### [Work item]
Look through the records that follow. Copy every line containing the word "中新大道东".

### [Items from a dataset]
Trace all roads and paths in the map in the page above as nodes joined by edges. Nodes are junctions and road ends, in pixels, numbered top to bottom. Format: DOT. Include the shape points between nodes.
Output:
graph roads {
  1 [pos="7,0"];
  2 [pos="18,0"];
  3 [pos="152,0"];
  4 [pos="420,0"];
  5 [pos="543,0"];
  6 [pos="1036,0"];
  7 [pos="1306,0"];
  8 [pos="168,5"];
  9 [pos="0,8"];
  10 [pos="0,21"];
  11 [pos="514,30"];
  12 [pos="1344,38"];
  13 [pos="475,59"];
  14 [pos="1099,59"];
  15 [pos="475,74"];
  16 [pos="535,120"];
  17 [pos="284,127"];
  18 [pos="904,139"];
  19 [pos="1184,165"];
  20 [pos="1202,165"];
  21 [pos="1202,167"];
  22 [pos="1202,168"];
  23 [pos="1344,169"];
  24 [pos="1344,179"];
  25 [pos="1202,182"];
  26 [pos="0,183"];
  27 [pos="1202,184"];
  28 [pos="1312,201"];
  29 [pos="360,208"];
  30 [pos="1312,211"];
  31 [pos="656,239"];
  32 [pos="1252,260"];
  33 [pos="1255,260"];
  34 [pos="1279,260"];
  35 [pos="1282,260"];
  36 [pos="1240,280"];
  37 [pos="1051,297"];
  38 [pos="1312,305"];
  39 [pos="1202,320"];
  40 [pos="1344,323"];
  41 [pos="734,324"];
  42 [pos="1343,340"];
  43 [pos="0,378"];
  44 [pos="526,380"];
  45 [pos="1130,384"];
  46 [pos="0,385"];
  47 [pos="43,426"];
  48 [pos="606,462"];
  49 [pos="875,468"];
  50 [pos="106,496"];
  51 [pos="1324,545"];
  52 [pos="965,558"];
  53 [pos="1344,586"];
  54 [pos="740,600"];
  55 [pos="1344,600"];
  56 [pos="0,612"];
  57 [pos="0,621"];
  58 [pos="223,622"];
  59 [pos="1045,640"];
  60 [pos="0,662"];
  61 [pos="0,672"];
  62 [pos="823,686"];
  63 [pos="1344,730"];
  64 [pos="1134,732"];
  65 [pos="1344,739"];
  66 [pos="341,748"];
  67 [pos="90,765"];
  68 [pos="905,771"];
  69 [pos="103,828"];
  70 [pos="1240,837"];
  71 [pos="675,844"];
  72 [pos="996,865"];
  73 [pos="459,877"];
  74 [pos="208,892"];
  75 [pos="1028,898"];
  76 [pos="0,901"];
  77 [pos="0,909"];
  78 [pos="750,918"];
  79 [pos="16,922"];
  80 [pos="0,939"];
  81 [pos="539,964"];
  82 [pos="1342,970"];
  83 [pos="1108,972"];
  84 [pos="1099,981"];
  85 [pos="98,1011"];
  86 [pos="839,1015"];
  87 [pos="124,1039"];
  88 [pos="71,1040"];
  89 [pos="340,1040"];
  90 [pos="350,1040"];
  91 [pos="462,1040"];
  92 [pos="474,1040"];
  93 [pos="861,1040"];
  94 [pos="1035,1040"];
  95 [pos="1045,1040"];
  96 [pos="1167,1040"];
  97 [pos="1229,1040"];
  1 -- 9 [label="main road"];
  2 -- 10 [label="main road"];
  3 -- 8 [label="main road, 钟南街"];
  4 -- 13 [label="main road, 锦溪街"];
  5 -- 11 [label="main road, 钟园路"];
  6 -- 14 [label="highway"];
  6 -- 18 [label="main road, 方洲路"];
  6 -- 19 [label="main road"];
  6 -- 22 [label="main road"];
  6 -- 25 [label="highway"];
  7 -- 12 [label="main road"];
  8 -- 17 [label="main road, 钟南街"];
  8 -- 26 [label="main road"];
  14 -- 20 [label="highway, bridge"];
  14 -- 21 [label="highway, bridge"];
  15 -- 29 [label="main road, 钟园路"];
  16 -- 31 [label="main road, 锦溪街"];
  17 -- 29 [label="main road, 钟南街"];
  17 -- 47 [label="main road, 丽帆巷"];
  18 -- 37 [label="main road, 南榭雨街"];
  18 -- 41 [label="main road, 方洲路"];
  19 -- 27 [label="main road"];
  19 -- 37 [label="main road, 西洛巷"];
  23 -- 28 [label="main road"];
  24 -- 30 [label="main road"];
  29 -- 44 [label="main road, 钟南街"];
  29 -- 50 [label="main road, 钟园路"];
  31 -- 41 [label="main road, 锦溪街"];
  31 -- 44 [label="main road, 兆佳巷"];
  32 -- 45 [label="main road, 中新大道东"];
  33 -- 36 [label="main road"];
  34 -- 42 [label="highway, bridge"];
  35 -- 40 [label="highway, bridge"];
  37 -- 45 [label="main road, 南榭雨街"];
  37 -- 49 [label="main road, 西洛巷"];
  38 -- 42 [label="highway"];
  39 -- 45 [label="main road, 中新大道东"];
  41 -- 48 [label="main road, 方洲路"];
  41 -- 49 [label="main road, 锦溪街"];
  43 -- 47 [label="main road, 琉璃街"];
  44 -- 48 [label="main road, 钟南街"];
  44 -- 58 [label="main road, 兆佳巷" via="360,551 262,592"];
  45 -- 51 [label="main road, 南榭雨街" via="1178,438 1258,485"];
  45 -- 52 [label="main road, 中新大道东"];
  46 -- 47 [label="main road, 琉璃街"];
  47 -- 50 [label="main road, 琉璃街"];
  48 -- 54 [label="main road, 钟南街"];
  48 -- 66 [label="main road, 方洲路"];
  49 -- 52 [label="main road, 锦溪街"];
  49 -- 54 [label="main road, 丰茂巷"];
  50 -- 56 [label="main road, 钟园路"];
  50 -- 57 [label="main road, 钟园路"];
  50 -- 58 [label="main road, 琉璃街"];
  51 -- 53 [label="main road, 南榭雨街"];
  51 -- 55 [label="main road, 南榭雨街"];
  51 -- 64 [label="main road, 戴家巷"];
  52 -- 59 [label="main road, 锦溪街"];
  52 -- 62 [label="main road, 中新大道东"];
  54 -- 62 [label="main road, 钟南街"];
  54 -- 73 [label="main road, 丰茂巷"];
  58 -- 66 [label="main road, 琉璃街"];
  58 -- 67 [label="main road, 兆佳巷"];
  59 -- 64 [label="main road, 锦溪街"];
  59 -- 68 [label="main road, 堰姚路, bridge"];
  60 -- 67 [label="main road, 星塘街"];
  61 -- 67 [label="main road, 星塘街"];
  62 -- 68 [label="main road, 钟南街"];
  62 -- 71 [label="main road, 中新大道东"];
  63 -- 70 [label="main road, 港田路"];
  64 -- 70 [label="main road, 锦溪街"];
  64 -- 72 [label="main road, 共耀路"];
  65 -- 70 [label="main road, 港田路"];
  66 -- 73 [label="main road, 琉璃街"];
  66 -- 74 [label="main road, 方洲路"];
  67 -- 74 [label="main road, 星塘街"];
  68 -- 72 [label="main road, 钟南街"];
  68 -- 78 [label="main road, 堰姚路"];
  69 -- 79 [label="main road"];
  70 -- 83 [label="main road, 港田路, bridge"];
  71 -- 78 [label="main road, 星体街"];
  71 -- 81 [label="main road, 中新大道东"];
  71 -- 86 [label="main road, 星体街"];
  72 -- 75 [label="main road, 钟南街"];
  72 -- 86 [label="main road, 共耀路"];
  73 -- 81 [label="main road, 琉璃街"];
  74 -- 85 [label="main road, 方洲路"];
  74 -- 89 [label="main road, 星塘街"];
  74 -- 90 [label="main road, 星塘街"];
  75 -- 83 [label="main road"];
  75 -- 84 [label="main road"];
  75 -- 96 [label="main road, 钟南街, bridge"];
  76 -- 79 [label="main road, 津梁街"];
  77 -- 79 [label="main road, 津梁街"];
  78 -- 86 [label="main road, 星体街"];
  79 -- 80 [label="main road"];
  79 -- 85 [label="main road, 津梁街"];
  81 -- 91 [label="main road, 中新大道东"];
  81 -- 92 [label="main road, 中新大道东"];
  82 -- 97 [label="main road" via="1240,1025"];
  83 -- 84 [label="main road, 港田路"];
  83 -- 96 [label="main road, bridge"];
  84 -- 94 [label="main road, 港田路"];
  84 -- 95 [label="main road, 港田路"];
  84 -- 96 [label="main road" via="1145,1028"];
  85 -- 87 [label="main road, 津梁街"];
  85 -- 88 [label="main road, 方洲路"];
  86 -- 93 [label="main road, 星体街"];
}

### [Completed exercise]
  32 -- 45 [label="main road, 中新大道东"];
  39 -- 45 [label="main road, 中新大道东"];
  45 -- 52 [label="main road, 中新大道东"];
  52 -- 62 [label="main road, 中新大道东"];
  62 -- 71 [label="main road, 中新大道东"];
  71 -- 81 [label="main road, 中新大道东"];
  81 -- 91 [label="main road, 中新大道东"];
  81 -- 92 [label="main road, 中新大道东"];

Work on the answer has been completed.